For the material that follows, list every line containing the word "dead".
──────────
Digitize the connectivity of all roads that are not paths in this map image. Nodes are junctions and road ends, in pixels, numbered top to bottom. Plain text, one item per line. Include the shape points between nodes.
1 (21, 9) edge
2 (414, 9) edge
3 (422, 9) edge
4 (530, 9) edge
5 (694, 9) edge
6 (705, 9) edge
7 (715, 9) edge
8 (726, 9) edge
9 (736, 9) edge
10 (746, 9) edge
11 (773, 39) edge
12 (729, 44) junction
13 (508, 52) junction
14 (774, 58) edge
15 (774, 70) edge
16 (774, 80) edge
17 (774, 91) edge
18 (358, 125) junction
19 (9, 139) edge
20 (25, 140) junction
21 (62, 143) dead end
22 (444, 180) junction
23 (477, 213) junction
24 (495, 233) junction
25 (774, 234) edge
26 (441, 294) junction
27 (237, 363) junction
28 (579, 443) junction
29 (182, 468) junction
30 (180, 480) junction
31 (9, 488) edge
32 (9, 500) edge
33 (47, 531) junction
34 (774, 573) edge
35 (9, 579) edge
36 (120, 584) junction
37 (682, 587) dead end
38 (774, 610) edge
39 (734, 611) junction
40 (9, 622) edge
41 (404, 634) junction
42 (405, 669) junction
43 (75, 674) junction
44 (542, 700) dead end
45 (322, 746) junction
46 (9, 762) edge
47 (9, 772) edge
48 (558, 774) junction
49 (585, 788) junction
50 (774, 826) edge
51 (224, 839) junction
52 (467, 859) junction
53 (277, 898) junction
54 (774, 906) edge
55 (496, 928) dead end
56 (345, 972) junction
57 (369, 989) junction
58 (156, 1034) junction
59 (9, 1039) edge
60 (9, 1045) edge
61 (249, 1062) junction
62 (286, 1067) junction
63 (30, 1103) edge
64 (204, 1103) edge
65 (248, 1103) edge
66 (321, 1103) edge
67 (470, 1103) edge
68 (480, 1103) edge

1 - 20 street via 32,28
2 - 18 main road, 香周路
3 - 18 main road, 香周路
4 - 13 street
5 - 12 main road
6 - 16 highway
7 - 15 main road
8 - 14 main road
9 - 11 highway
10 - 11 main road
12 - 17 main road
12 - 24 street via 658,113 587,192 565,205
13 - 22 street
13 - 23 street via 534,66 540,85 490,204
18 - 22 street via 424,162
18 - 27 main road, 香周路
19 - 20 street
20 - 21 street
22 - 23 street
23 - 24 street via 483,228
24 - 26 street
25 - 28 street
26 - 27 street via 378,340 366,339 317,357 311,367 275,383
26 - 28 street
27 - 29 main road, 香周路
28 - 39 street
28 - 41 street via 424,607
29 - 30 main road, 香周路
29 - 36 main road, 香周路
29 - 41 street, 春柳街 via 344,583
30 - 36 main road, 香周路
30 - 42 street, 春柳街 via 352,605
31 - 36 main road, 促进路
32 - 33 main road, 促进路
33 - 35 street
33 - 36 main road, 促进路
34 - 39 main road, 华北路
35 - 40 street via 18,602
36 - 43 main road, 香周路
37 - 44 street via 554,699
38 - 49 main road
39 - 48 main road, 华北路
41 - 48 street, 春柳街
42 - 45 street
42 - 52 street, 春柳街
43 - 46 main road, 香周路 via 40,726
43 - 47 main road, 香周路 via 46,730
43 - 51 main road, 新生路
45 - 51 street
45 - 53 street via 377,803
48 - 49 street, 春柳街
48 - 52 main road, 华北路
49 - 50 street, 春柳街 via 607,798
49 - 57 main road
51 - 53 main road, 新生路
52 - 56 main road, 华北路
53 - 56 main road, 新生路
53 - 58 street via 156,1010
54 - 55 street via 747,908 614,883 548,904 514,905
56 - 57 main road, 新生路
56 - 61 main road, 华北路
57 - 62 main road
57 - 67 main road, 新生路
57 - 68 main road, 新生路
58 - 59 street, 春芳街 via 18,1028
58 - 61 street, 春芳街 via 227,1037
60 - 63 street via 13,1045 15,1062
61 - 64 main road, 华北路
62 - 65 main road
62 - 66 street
──────────
SOLUTION TO THIS TASK:
21 (62, 143) dead end
37 (682, 587) dead end
44 (542, 700) dead end
55 (496, 928) dead end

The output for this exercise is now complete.